Degradation or aggregation: the ramifications of post-translational modifications on tau

• Published in: BMB reports Vol. 51; no. 6; pp. 265 - 273
• Main Authors: Park, Seoyoung, Lee, Jung Hoon, Jeon, Jun Hyoung, Lee, Min Jae
• Format: Journal Article
• Language: English
• Published: Korea (South) Korean Society for Biochemistry and Molecular Biology 01.06.2018; 생화학분자생물학회
• Subjects: Acetylation; Alzheimer Disease - metabolism; Alzheimer Disease - pathology; Animals; Axons - metabolism; Humans; Invited Mini Review; Microtubules - metabolism; Neurofibrillary Tangles - metabolism; Neurofibrillary Tangles - physiology; Phosphorylation; Protein Aggregates - physiology; Protein Processing, Post-Translational; Proteolysis; tau Proteins - genetics; tau Proteins - metabolism; Tauopathies - metabolism; Tauopathies - pathology; Ubiquitination; 화학
• ISSN: 1976-6696; 1976-670X
• DOI: 10.5483/bmbrep.2018.51.6.077

Tau protein is encoded in the microtubule-associated protein tau (MAPT) gene and contributes to the stability of microtubules in axons. Despite of its basic isoelectric point and high solubility, tau is often found in intraneuronal filamentous inclusions such as paired helical filaments (PHFs), which are the primary constituent of neurofibrillary tangles (NFTs).
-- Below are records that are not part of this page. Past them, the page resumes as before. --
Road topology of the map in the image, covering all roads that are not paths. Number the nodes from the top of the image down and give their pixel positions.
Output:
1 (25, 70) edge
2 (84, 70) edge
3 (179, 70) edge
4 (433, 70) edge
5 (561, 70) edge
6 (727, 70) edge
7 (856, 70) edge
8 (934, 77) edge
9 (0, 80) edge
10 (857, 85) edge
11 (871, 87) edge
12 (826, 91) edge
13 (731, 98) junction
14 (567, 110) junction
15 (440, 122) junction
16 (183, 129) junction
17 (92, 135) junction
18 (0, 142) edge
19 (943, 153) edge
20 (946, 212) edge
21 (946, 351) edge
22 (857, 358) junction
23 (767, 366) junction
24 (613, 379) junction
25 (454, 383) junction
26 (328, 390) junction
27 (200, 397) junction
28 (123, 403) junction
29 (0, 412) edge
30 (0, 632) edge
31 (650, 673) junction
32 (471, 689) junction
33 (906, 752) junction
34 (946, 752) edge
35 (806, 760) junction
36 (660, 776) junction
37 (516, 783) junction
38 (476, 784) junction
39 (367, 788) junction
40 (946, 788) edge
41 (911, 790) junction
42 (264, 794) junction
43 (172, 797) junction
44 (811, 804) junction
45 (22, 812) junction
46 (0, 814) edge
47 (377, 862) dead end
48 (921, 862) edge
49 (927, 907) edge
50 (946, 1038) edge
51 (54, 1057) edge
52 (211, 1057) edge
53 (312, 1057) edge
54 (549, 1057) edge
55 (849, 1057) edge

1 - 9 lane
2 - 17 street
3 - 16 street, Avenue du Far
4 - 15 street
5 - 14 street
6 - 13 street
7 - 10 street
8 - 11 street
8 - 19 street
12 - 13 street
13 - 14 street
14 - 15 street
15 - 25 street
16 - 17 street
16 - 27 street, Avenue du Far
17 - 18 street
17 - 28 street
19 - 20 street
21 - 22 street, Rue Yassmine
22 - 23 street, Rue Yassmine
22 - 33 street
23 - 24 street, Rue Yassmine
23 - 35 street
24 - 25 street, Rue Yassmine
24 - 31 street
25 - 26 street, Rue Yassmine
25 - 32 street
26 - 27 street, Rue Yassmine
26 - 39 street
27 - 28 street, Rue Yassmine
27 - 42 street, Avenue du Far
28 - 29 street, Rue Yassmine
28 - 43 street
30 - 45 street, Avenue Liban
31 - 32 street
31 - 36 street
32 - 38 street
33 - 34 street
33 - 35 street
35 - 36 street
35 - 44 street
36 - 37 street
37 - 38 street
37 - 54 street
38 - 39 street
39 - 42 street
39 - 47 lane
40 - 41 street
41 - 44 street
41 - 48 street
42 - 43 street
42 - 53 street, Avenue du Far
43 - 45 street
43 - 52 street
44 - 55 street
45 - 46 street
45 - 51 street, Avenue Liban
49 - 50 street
This pathological feature is the nosological entity termed "tauopathies" which notably include Alzheimer's disease (AD). A proteinaceous signature of all tauopathies is hyperphosphorylation of the accumulated tau, which has been extensively studied as a major pharmacological target for AD therapy. However, in addition to phosphorylation events, tau undergoes a number of diverse posttranslational modifications (PTMs) which appear to be controlled by complex crosstalk. It remains to be elucidated which of the PTMs or their combinations have pro-aggregation or anti-aggregation properties. In this review, we outline the consequences of and communications between several key PTMs of tau, such as acetylation, phosphorylation, and ubiquitination, focusing on their roles in aggregation and degradation. We place emphasis on the structure of tau protofilaments from the human AD brain, which may be good targets to modulate etiological PTMs which cause tau aggregation. [BMB Reports 2018; 51(6): 265-273].